Long Distance Relationship Advice

Long-Distance-Relationship

One topic that comes up on a semi-regular basis in the various dating and relationship forums on Reddit that I frequent is in regards to Long Distance Relationships. Like the other day a woman submitted this, under the title IS IT WORTH IT?:

Talking to this dude who lives about 10 hours from me. We started talking through a mutual friend who used to live near him and now lives near me. We’ve been chatting and get along well, we have a lot in common, but with such a long distance I don’t know if it is really worth pursuing, he can come visit some due to his job but the long distance thing is hard. Should we just end it now to prevent feelings?
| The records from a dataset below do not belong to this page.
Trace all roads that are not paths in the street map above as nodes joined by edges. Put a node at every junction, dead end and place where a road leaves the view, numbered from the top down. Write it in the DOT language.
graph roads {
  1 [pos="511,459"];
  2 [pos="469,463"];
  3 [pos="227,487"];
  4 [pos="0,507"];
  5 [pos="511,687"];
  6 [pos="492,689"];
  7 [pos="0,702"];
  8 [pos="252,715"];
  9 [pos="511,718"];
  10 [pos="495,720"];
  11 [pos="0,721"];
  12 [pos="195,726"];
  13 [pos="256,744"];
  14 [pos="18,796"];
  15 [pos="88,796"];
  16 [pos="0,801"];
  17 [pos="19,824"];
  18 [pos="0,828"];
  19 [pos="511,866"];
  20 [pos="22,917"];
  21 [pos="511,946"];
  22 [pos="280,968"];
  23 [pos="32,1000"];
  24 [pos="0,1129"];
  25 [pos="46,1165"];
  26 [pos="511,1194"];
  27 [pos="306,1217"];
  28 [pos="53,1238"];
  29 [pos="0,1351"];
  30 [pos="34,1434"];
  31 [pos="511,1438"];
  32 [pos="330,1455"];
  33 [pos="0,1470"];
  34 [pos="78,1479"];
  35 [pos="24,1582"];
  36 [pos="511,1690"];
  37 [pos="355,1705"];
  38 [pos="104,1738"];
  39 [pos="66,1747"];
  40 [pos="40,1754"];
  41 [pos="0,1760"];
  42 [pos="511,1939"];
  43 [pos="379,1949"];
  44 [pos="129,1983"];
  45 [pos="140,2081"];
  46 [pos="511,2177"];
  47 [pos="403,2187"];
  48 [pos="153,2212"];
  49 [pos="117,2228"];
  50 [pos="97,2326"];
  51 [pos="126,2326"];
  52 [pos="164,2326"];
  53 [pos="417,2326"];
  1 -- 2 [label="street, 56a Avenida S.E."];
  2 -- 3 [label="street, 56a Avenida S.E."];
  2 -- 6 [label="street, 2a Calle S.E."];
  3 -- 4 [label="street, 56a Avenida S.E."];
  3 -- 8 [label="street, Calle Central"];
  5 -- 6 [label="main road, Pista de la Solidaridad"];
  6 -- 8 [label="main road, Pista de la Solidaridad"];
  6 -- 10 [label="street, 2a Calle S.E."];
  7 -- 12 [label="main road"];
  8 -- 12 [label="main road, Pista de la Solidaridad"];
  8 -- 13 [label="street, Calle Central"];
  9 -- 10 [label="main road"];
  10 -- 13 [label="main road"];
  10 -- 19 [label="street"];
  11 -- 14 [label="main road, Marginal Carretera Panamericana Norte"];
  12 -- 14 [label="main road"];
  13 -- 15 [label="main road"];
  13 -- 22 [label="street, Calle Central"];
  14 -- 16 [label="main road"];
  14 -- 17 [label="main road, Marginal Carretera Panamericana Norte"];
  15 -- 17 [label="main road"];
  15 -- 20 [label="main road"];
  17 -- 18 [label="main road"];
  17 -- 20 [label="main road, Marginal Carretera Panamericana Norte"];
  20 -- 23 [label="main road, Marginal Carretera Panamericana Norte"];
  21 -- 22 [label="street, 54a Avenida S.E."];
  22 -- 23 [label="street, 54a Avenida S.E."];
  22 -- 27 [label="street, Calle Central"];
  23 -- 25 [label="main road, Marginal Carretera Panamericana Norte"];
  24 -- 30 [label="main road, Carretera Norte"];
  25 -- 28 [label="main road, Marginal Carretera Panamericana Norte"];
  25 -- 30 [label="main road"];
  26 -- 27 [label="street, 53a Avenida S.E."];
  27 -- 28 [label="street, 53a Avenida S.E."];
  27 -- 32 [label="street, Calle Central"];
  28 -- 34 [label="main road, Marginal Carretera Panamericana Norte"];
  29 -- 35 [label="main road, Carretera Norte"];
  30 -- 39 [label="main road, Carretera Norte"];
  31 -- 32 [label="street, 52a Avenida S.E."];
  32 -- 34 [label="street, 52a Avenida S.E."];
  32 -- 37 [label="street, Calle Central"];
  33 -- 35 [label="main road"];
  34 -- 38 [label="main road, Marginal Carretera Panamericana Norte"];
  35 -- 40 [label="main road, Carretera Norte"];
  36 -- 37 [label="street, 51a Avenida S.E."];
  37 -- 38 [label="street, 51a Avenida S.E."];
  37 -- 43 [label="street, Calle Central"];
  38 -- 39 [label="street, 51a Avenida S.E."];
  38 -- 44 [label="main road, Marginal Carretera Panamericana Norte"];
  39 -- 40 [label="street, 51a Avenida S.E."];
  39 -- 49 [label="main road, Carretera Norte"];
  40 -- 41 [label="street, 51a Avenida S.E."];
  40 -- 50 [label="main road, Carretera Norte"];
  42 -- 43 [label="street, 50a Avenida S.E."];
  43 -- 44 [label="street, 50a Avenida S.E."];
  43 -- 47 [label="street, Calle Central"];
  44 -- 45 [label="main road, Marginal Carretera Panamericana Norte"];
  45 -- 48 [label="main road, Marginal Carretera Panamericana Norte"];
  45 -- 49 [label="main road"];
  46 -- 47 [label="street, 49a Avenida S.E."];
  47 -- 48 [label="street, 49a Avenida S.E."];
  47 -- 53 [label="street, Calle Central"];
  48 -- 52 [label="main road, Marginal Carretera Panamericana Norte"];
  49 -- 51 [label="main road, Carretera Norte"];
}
Interestingly, the subject is almost always brought up similar to this. By that I mean it’s someone asking about another person whom they’ve met recently, either online or in real life, whom they would like to begin a relationship with, but is hesitating because of a distance between them.

And I always give the same advice for starting a Long Distance Relationship:

dont-do-it

Seriously, just don’t.

Relationships can be tough enough without adding all of the inconvenience and drama of being separated. And that’s even under ideal circumstances, which is when a couple already has a long established relationship and then a separation comes. And the separation is for a pre-determined set length of time, which is hopefully not too long. But when a couple is actually trying to build a new relationship and they’re not physically together? Forget it.

I speak from experience. I tried it once. About 8 years ago, with a woman that I met on Myspace (shut up). She lived in a different part of my state, which required a short plane ride to see her. For about 3 months everything seemed like it was going well, we’d communicate through Myspace a lot, and talk on the phone several times a week. I’m talking about 3-4 hour conversations at a time. But still she ended up getting back with her ex-boyfriend. The way she handled it sucked, but I won’t get into that now. But still I always felt that the biggest strike against me in that situation was that he was there. Physically there. And I wasn’t.

We would have to make plans long in advance to see each other, because that involved buying plane tickets. There was no casual “let’s get together for drinks after work” But he was much easier, she could see him anytime. Don’t underestimate the importance of physical proximity in a relationship.

far_away

Maybe if we’d had more history together beforehand, things could have been different. But that’s why I say that the best chance for carrying on a Long Distance Relationship would be if the couple already has an established relationship. It also helps if the separation is for a specific period of time, and not just open-ended. Meaning that it’s understood that either the person who moved away will be returning at a certain time, or the person who stayed will be moving to where the other person has gone at a certain time. And that needs to be worked out in advance, so it’s not an issue later.

LDR’s also require 100% absolute trust. Because you’re not there, so you need to trust that other person or you’ll drive yourself crazy.

But although I’m sure most of you reading this can think of some couple who were long distance, and everything worked out great for them (maybe YOU are or were in one), I would consider those to be exceptions to the rule. I still advise against it.

LDR

Just my opinion.

2 comments

  1. I’ve been in two, first, went down in flames. Said I’d never do that again and would have recommended the same as you. Then I met a girl who sounded perfect who lived not just a short plane ride away, but three flights and in another country. Two years later we’re married.

    Maybe we’re just an exception to the rule, but I think it’s more than that. It takes a certain mindset to be able to successfully conduct one, and going in with an understanding that it’s gonna be friggin hard, painful, and time consuming. The very nature of them I think requires a lot of patience, taking the time to slowly build a friendship THEN a relationship. As you said, 100% trust is crucial.

    I wouldn’t say never do it, just be careful, and know it WILL be tough. It is incredibly rewarding, and very much worth the time, effort, stress, and tears.

    Though I would definitely agree it’s not for everyone.

    Liked by 1 person

    • Another country?!? Dang. Yeah, I would say you’re exception to the rule. But maybe I’m wrong (it’s been known to happen once or twice). But, anyway, thanks for reading and sharing your experience, I’m glad it’s worked out for you!